Memory Management in Parallel Workers¶

Problem with `memory_limit='auto'`¶

With Dask’s default memory_limit='auto', total system RAM is divided equally among workers (e.g. 83.79 GiB / 12 workers = 6.98 GiB each).

CASA’s C++ imaging engine (casatools) allocates roughly 5 GiB per worker during gridding in our initial test case (see the Reference Test Case below). Dask classifies these allocations as “unmanaged memory” because they happen inside native code, outside Python’s heap.

When a worker’s process memory reaches 80% of its limit, Dask pauses the worker – it stops accepting new tasks. Because the C++ memory cannot be freed by Dask (only completing the CASA task releases it), the pause/resume cycle causes most workers to stall, leaving only a handful active at any given time.

Under sustained memory pressure, the Dask TCP stream between workers and the scheduler can also become corrupted, producing bogus frame-length headers:

Unable to allocate 7.27 EiB for an array with shape (8387229930220700999,)

This is not a real allocation request – it is a deserialization of garbage bytes from a corrupted TCP frame.

Solution¶

Dask’s per-worker memory management is disabled by setting memory_limit='0' in DaskClusterManager.
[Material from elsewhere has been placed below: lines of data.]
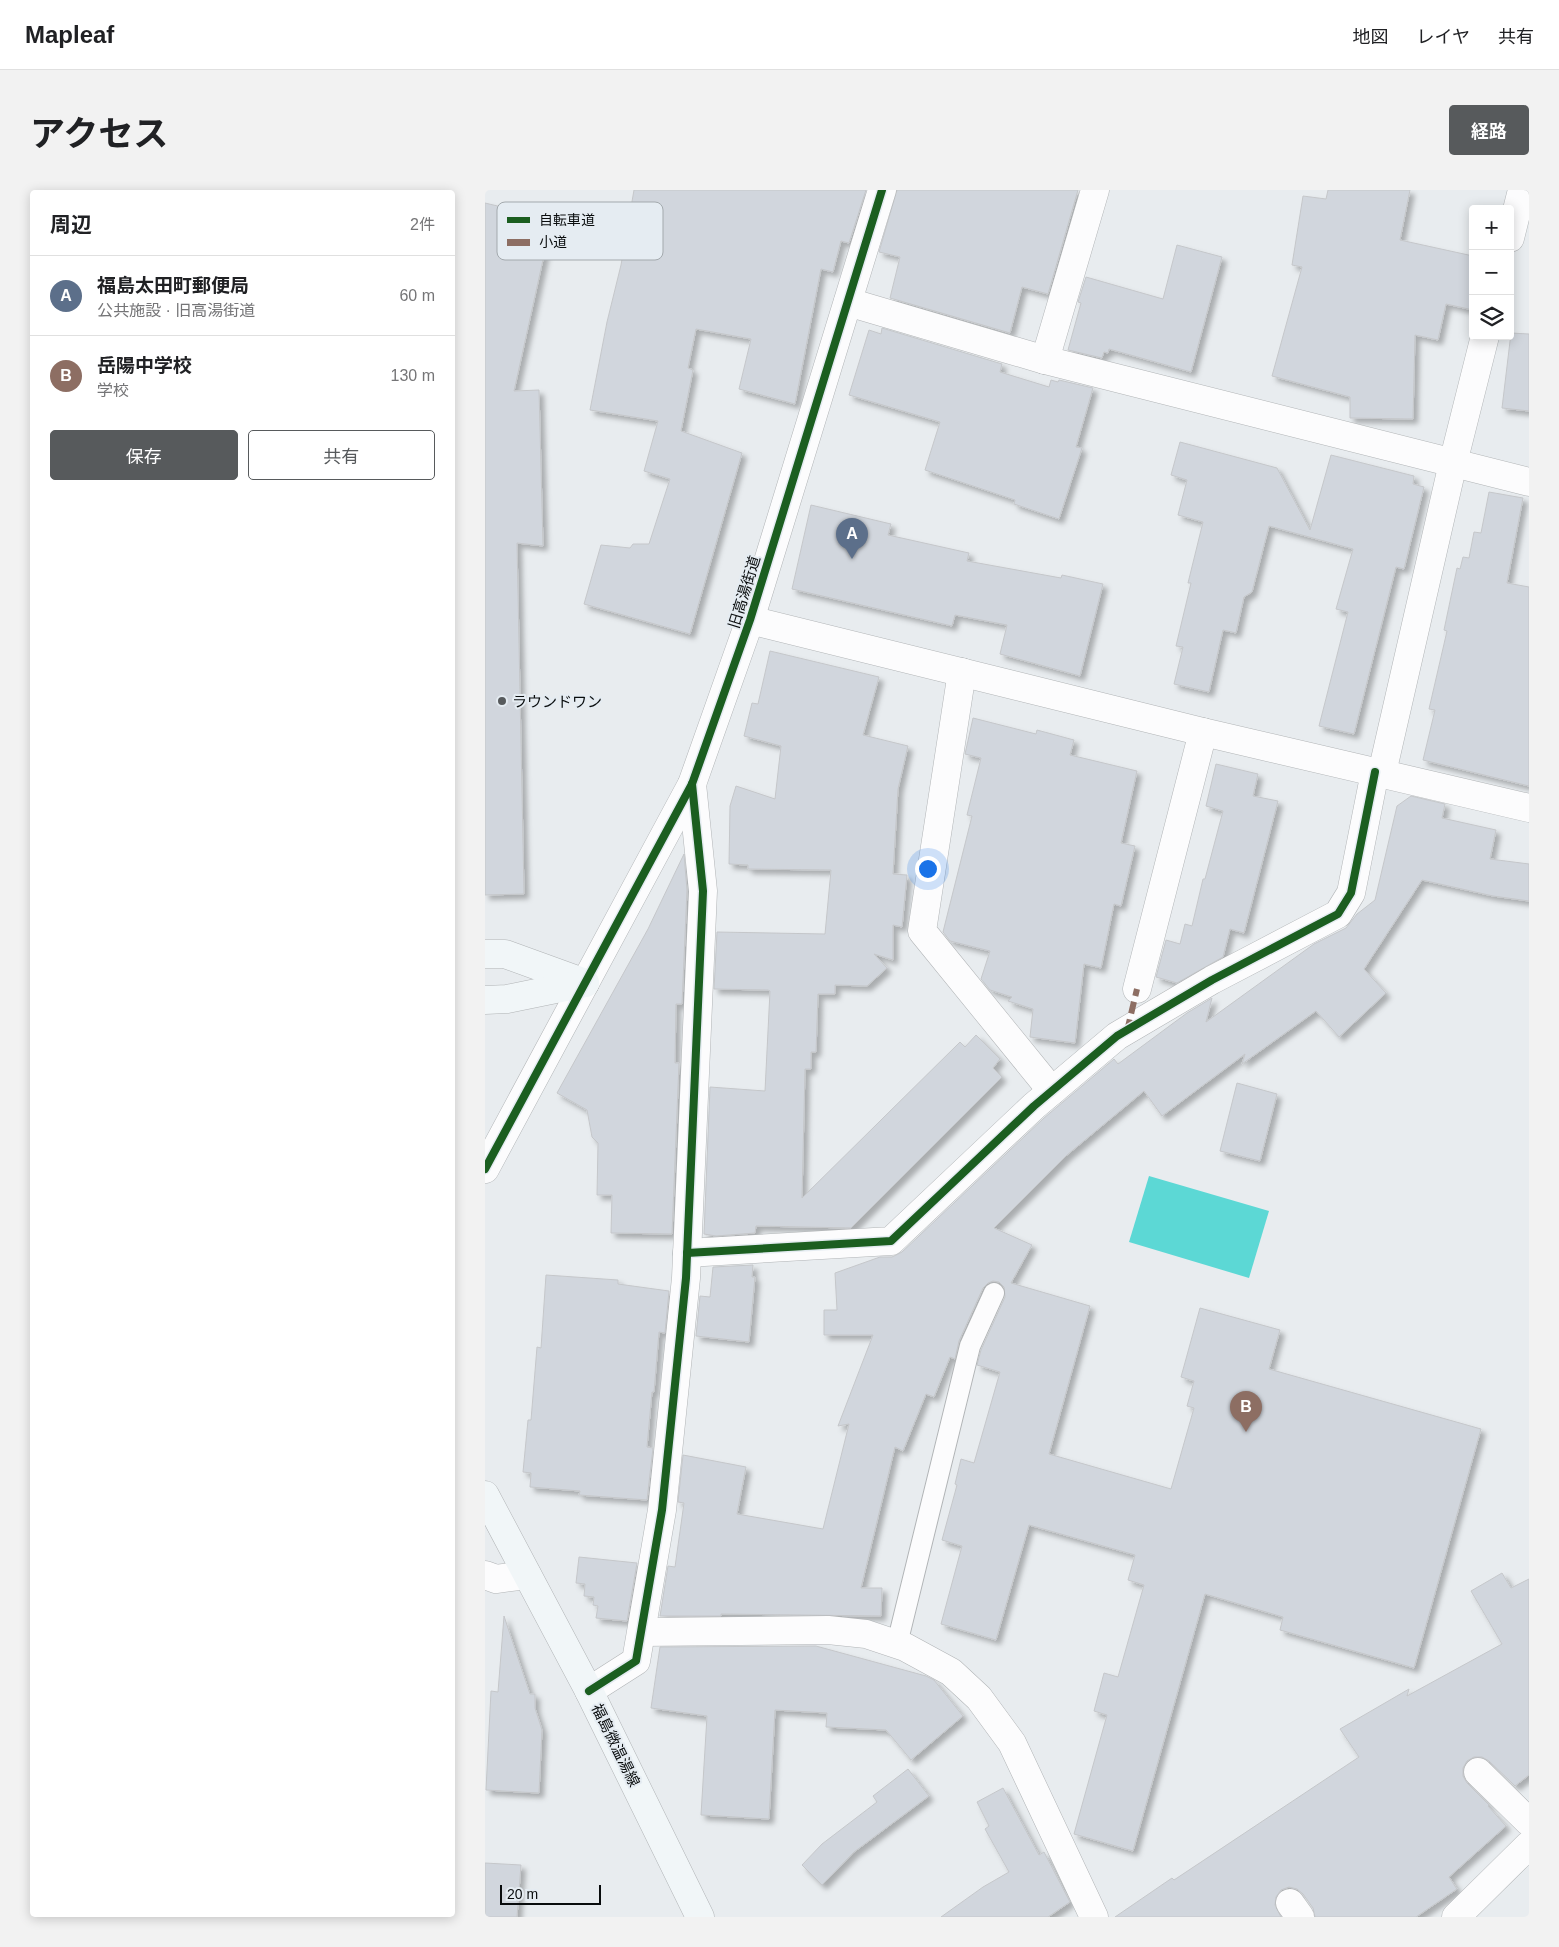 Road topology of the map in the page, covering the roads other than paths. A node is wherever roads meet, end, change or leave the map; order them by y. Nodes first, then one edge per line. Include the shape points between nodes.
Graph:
1 (882, 190) edge
2 (1095, 190) edge
3 (1522, 190) edge
4 (1514, 222) edge
5 (848, 302) junction
6 (1484, 340) edge
7 (1045, 360) junction
8 (1453, 463) junction
9 (1529, 482) edge
10 (750, 620) junction
11 (962, 672) junction
12 (1203, 732) junction
13 (1378, 772) junction
14 (692, 784) junction
15 (1529, 808) edge
16 (485, 954) edge
17 (585, 983) junction
18 (1137, 989) dead end
19 (485, 1000) edge
20 (1052, 1091) junction
21 (485, 1169) edge
22 (687, 1253) junction
23 (994, 1294) dead end
24 (485, 1495) edge
25 (485, 1575) edge
26 (527, 1575) junction
27 (642, 1632) junction
28 (897, 1644) junction
29 (589, 1691) junction
30 (1478, 1772) dead end
31 (1529, 1822) edge
32 (1529, 1845) edge
33 (700, 1917) edge
34 (1094, 1917) edge
35 (1456, 1917) edge

1 - 5 street, 旧高湯街道
2 - 7 street
3 - 4 street
5 - 7 street
5 - 10 street, 旧高湯街道
6 - 8 street
7 - 8 street
8 - 9 street
8 - 13 street
10 - 11 street
10 - 14 street, 旧高湯街道
11 - 12 street
11 - 20 street via 922,931
12 - 13 street
12 - 18 street
13 - 15 street
13 - 20 street via 1351,893 1338,914 1212,980 1117,1036
14 - 17 street, 旧高湯街道
14 - 22 street via 703,891
16 - 17 main road via 505,954
17 - 19 main road via 507,999
17 - 21 street, 旧高湯街道
20 - 22 street via 891,1241
22 - 27 street via 662,1510
23 - 28 lane via 971,1346
24 - 26 main road, 福島微温湯線
25 - 26 street via 496,1579
26 - 29 main road, 福島微温湯線
27 - 28 street via 828,1630 865,1634
27 - 29 street via 637,1661
28 - 34 street via 951,1672 979,1698 1012,1743
29 - 33 main road, 福島微温湯線
30 - 31 street
32 - 35 street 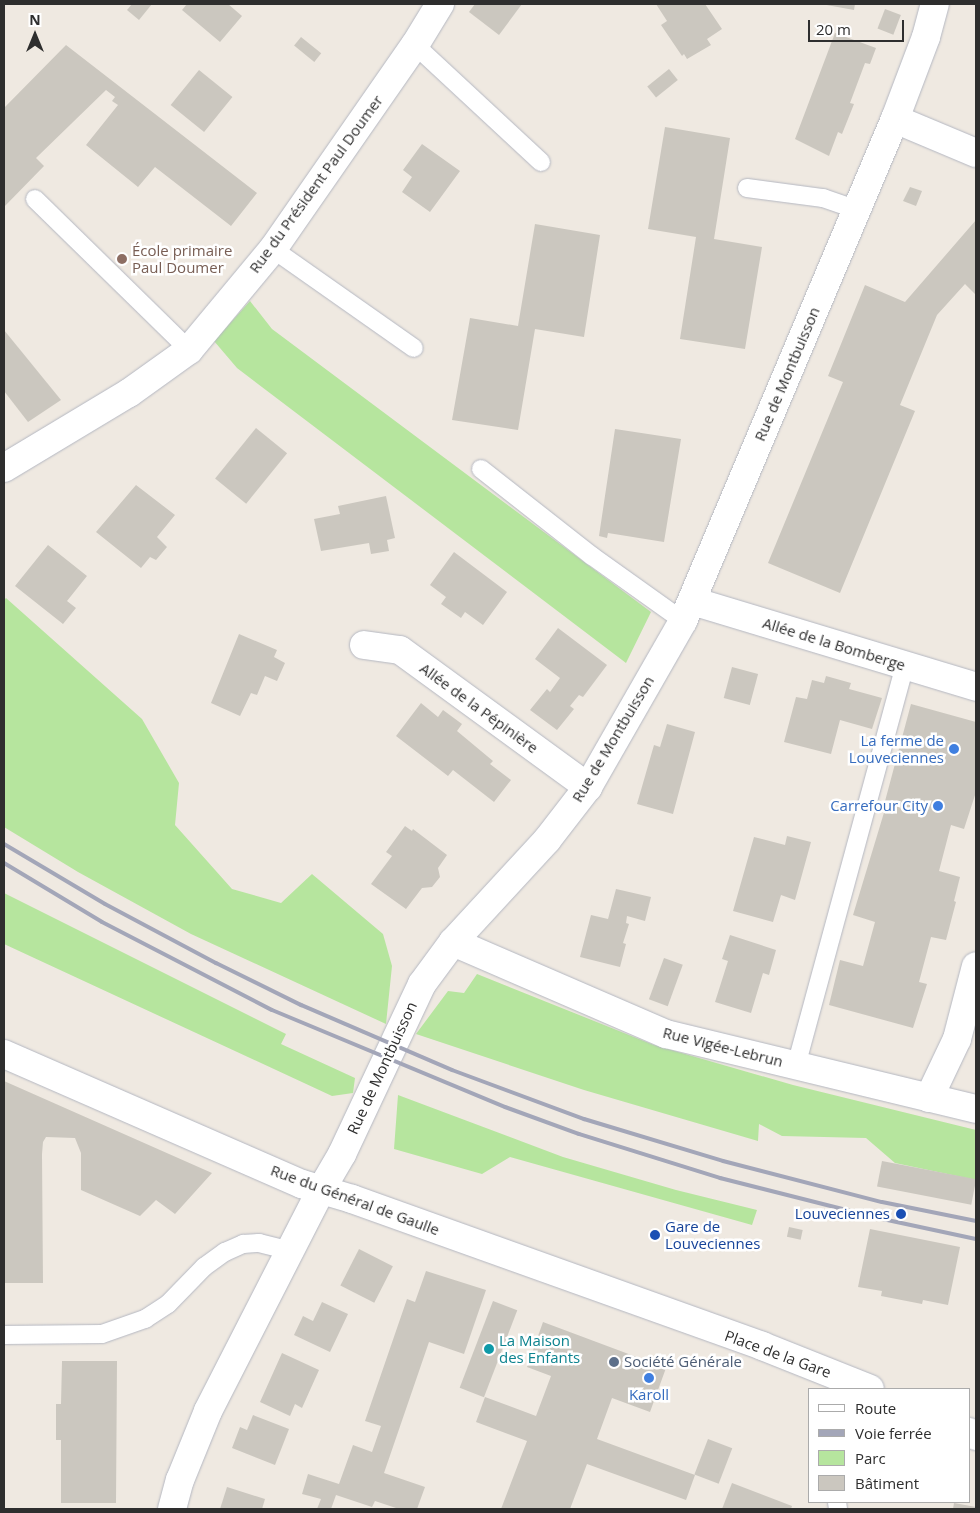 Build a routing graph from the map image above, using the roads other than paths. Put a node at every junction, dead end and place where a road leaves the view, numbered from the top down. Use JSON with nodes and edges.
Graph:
{"nodes":[{"id":1,"x":440,"y":4,"type":"edge"},
{"id":2,"x":935,"y":4,"type":"edge"},
{"id":3,"x":415,"y":45,"type":"junction"},
{"id":4,"x":895,"y":119,"type":"junction"},
{"id":5,"x":976,"y":153,"type":"edge"},
{"id":6,"x":541,"y":162,"type":"dead end"},
{"id":7,"x":748,"y":188,"type":"dead end"},
{"id":8,"x":35,"y":199,"type":"dead end"},
{"id":9,"x":857,"y":210,"type":"junction"},
{"id":10,"x":273,"y":249,"type":"junction"},
{"id":11,"x":414,"y":348,"type":"dead end"},
{"id":12,"x":190,"y":350,"type":"junction"},
{"id":13,"x":4,"y":468,"type":"edge"},
{"id":14,"x":481,"y":469,"type":"dead end"},
{"id":15,"x":688,"y":611,"type":"junction"},
{"id":16,"x":364,"y":645,"type":"dead end"},
{"id":17,"x":906,"y":666,"type":"junction"},
{"id":18,"x":976,"y":687,"type":"edge"},
{"id":19,"x":588,"y":787,"type":"junction"},
{"id":20,"x":453,"y":942,"type":"junction"},
{"id":21,"x":976,"y":966,"type":"edge"},
{"id":22,"x":4,"y":1054,"type":"edge"},
{"id":23,"x":796,"y":1066,"type":"junction"},
{"id":24,"x":929,"y":1098,"type":"junction"},
{"id":25,"x":976,"y":1109,"type":"edge"},
{"id":26,"x":321,"y":1190,"type":"junction"},
{"id":27,"x":291,"y":1251,"type":"junction"},
{"id":28,"x":712,"y":1330,"type":"joint"},
{"id":29,"x":4,"y":1335,"type":"edge"},
{"id":30,"x":861,"y":1387,"type":"edge"},
{"id":31,"x":172,"y":1509,"type":"edge"}],
"edges":[{"from":1,"to":3,"type":"street","name":"Rue du Président Paul Doumer"},
{"from":2,"to":4,"type":"street","name":"Rue de Montbuisson"},
{"from":3,"to":6,"type":"lane"},
{"from":3,"to":10,"type":"street","name":"Rue du Président Paul Doumer"},
{"from":4,"to":5,"type":"street"},
{"from":4,"to":9,"type":"street","name":"Rue de Montbuisson"},
{"from":7,"to":9,"type":"lane"},
{"from":8,"to":12,"type":"lane"},
{"from":9,"to":15,"type":"street","name":"Rue de Montbuisson"},
{"from":10,"to":11,"type":"lane"},
{"from":10,"to":12,"type":"street","name":"Rue du Président Paul Doumer"},
{"from":12,"to":13,"type":"street","name":"Rue du Président Paul Doumer"},
{"from":14,"to":15,"type":"lane"},
{"from":15,"to":17,"type":"street","name":"Allée de la Bomberge"},
{"from":15,"to":19,"type":"street","name":"Rue de Montbuisson"},
{"from":16,"to":19,"type":"street","name":"Allée de la Pépinière"},
{"from":17,"to":18,"type":"street","name":"Allée de la Bomberge"},
{"from":17,"to":23,"type":"lane"},
{"from":19,"to":20,"type":"street","name":"Rue de Montbuisson"},
{"from":20,"to":23,"type":"street","name":"Rue Vigée-Lebrun"},
{"from":20,"to":26,"type":"street","name":"Rue de Montbuisson"},
{"from":21,"to":24,"type":"street"},
{"from":22,"to":26,"type":"street","name":"Rue du Général de Gaulle"},
{"from":23,"to":24,"type":"street","name":"Rue Vigée-Lebrun"},
{"from":24,"to":25,"type":"street","name":"Rue Vigée-Lebrun"},
{"from":26,"to":27,"type":"street","name":"Rue de Montbuisson"},
{"from":26,"to":28,"type":"street","name":"Rue du Général de Gaulle"},
{"from":27,"to":29,"type":"lane"},
{"from":27,"to":31,"type":"street","name":"Rue de Montbuisson"},
{"from":28,"to":30,"type":"street","name":"Place de la Gare"}]}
This is appropriate for CASA workloads because:

All heavy memory comes from C++ casatools – Dask cannot free it.
Pausing workers does not reduce memory – the C++ allocation persists until the task finishes.
Concurrency is already bounded by the as_completed pattern in ParallelCubeImager, which keeps at most nworkers tasks in-flight.

Relevant Code¶

File	Role
`src/pclean/parallel/cluster.py`	`memory_limit='0'` default in `DaskClusterManager.__init__`
`src/pclean/parallel/cube_parallel.py`	`as_completed` bounded concurrency instead of bulk submit
`src/pclean/parallel/worker_tasks.py`	Post-task `gc.collect()` and `tb.clearlocks()` to release C++ resources

When to Re-enable Memory Limits¶

On a shared cluster (e.g. via dask-jobqueue) where other jobs compete for RAM, a non-zero memory_limit can prevent worker processes from being OOM-killed by the OS. Pass it explicitly:

cluster = DaskClusterManager(nworkers=8, memory_limit='16GiB')

For dedicated machines, memory_limit='0' (the default) gives the best throughput.

Reference Test Case¶

The memory behaviour described above was observed with the following ALMA Band 6 cube-imaging job (scripts/test1.py):

Parameter	Value
Target	IRC+10216
Measurement Set	`uid___A002_Xf0fd41_X5f5a_target.ms`
Spectral window	25
Antennas	40
Image size	8000 x 8000 pixels
Cell size	0.0046 arcsec
Spectral mode	cube
Channels	7677
Start frequency	267.5866 GHz
Channel width	0.2441 MHz
Deconvolver	Hogbom
Weighting	Robust 0.5
Auto-masking	auto-multithresh
niter	50 000
Threshold	2.0 mJy
Parallel workers	12
`cube_chunksize`	1 (one channel per task)

On a machine with 83.79 GiB total RAM and 12 workers, each worker consumed approximately 5 GiB of unmanaged (C++) memory during gridding, exceeding Dask’s default 80% pause threshold of 5.6 GiB per worker (6.98 GiB limit). Setting memory_limit='0' eliminated worker pausing and the associated TCP corruption errors.